Prescribing to competitive athletes subject to drug testing

A recent NZ Doctor article reported the case of a competitive archer banned from the sport for two years after failing a drug test. The archer tested positive for metoprolol after winning an event at the North Island Senior Target Archery Championships in April. The competitor stated he had been using the substance on the advice of his doctor. All beta-blockers are banned in and out of competition for the sports of archery, shooting and underwater sports. In addition, they are banned in-competition for some automobile sports, billiards, darts, golf and mini-golf, some ski and snowboarding events.   

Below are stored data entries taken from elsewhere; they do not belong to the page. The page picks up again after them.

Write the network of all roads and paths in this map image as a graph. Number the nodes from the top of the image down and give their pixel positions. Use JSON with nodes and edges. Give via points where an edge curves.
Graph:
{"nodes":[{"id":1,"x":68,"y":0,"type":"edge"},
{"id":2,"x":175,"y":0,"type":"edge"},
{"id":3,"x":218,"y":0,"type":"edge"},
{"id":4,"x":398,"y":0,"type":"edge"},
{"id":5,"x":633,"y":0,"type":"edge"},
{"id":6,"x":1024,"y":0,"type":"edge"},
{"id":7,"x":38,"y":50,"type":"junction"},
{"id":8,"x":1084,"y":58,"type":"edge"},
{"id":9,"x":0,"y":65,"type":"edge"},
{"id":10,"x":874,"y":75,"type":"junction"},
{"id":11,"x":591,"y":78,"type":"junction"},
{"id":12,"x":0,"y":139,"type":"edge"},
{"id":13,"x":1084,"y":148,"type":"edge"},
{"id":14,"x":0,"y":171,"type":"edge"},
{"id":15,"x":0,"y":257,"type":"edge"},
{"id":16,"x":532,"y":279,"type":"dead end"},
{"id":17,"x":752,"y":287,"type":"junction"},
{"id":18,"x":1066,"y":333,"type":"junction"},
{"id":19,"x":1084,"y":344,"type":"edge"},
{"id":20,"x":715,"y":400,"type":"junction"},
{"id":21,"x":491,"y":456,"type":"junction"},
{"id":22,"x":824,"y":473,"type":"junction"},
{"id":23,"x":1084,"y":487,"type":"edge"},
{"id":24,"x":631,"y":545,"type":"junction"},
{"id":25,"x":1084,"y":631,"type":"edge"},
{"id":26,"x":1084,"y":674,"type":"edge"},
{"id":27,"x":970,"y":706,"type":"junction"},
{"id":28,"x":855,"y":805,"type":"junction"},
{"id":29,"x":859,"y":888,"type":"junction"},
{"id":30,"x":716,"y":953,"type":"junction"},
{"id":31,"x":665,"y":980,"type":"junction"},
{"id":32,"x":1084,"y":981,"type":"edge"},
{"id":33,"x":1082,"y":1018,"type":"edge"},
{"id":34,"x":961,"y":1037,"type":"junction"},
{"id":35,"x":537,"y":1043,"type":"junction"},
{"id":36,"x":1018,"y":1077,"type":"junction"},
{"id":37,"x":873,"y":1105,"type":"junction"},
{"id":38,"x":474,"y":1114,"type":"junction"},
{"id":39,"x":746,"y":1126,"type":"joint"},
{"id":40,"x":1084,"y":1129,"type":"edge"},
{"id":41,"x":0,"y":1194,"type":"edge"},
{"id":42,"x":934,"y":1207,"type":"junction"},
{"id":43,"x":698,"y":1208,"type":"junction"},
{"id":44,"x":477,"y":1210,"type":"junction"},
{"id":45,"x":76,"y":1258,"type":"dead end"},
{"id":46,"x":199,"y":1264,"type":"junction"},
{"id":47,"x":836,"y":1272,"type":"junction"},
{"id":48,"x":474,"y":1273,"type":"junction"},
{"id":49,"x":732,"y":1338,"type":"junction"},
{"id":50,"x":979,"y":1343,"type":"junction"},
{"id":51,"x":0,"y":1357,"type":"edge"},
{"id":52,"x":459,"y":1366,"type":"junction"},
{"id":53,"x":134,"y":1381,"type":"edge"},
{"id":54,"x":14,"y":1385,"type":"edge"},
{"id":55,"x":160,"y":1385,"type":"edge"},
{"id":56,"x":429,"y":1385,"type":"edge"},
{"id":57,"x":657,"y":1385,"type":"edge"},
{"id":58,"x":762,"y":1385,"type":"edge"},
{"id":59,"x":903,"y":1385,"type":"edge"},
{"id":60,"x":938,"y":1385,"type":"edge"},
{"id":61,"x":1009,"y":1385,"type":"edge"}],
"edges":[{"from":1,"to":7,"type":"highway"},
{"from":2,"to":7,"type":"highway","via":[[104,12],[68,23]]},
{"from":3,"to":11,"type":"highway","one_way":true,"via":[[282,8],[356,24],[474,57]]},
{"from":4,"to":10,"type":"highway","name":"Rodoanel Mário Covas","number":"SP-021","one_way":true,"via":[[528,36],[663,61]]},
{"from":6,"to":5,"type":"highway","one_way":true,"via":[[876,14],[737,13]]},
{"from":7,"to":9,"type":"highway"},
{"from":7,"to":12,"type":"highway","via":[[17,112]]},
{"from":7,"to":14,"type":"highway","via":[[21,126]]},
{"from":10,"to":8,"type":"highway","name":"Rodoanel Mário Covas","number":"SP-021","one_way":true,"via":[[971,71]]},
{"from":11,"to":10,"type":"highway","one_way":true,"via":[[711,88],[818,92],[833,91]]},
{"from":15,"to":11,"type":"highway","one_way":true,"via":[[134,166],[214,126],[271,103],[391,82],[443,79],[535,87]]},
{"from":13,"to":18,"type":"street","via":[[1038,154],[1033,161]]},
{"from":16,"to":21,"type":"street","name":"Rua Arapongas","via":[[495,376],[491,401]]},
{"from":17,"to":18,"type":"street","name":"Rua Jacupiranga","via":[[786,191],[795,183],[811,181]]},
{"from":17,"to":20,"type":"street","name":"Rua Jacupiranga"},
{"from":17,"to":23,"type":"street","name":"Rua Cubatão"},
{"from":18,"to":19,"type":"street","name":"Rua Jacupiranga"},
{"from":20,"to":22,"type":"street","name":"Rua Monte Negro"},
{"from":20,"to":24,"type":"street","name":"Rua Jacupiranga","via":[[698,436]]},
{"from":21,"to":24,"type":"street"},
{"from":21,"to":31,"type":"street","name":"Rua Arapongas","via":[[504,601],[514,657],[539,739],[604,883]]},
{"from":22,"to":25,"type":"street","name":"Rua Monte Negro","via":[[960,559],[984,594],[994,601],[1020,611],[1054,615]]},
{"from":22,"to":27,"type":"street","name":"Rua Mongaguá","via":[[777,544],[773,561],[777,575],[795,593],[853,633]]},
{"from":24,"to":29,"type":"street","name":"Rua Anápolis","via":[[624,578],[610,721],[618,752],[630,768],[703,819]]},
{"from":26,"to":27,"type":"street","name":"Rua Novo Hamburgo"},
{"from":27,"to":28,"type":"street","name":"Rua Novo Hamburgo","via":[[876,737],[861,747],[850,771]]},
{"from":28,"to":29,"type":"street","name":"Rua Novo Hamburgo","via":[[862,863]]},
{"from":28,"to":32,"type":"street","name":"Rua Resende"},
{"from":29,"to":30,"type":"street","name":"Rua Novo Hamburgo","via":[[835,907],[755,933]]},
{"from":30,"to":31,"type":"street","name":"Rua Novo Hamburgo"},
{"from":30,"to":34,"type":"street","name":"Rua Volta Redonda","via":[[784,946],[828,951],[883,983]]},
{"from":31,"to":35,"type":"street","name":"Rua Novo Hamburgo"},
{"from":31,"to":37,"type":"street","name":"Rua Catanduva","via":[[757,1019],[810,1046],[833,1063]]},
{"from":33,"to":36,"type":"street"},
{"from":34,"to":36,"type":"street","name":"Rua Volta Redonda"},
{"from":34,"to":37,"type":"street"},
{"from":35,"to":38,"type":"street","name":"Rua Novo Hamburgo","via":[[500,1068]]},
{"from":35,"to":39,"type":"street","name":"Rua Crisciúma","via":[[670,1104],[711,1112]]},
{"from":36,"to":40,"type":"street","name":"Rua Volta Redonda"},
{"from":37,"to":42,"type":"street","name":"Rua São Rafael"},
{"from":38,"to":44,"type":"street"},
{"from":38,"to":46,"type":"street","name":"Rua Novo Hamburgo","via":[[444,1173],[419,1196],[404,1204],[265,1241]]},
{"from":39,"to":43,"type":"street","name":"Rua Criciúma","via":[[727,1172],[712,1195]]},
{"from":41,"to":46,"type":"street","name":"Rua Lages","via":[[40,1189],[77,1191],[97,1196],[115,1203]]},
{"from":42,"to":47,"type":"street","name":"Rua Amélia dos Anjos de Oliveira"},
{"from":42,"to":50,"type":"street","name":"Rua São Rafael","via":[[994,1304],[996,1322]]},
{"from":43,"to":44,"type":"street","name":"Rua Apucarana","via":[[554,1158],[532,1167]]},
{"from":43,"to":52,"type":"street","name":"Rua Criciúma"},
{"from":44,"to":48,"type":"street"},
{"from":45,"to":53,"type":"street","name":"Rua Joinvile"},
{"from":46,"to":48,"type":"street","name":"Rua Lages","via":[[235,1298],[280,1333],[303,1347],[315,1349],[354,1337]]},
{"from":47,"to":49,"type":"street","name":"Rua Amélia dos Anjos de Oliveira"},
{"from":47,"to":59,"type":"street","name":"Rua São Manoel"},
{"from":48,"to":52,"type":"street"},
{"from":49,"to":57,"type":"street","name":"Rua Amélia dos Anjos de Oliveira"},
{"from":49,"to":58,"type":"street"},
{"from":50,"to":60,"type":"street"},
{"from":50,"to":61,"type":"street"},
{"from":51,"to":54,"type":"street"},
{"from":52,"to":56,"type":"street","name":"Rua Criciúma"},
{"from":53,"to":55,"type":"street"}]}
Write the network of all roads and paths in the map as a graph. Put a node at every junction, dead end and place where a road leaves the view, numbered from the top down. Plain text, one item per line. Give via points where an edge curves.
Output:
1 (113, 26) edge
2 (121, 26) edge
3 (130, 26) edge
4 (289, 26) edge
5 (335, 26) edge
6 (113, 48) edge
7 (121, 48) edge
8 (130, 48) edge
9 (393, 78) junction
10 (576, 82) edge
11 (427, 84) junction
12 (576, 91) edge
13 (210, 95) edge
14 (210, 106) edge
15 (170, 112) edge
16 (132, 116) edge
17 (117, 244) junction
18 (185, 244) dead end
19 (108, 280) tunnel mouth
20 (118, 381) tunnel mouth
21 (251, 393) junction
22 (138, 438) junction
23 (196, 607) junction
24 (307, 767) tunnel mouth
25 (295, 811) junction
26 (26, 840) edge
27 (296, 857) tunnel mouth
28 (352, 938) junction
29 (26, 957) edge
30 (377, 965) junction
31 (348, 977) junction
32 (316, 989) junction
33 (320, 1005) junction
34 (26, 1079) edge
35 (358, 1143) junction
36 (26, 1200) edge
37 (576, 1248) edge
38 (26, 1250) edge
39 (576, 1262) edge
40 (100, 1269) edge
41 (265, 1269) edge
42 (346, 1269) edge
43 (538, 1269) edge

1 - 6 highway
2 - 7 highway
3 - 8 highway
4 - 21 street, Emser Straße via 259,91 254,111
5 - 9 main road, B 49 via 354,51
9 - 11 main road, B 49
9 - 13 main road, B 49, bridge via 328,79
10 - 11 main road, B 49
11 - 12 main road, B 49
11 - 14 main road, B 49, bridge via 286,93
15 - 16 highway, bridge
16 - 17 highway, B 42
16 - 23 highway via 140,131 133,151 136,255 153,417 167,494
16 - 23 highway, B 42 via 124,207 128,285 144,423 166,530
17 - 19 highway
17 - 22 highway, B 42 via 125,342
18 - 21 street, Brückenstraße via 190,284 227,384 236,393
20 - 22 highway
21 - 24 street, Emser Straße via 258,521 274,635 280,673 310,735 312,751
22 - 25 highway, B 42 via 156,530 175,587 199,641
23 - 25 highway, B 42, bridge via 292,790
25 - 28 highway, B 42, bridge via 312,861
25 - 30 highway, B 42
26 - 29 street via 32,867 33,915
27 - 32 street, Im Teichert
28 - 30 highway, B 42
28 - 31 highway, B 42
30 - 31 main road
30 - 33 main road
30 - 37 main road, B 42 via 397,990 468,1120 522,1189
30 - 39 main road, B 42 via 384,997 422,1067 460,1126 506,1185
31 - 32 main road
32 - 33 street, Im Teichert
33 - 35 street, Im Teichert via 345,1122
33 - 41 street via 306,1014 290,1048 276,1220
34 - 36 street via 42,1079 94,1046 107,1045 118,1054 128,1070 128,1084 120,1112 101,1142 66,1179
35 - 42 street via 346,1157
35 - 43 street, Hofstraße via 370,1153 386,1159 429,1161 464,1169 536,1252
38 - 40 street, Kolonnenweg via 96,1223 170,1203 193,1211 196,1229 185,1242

An earlier NZ Doctor article on prescribing for competitive athletes subject to drug testing included the following points.

  • Athletes must take utmost care in ensuring they do not take any prohibited substances – they cannot rely on doctors and trainers.
  • Before prescribing to a competitive athlete, check whether they are subject to doping testing.
  • Advise athletes to check any medications you prescribe with their medical team.
  • Use an online tool (eg, globaldro.com) to check whether medications and ingredients of supplements are prohibited or permitted.

Drugs may be prohibited out of competition or just in-competition, and some prohibitions are sport specific. In some circumstances, use of a prohibited drug may be allowed but the athlete must apply for a therapeutic use exemption (TUE). Some athletes must apply for a TUE in advance (i.e. before using any banned medications or methods). Others can only apply retroactively (i.e. after a positive test). TUE information and application forms are available on the Drug Free Sport website. The following advice is provided to athletes.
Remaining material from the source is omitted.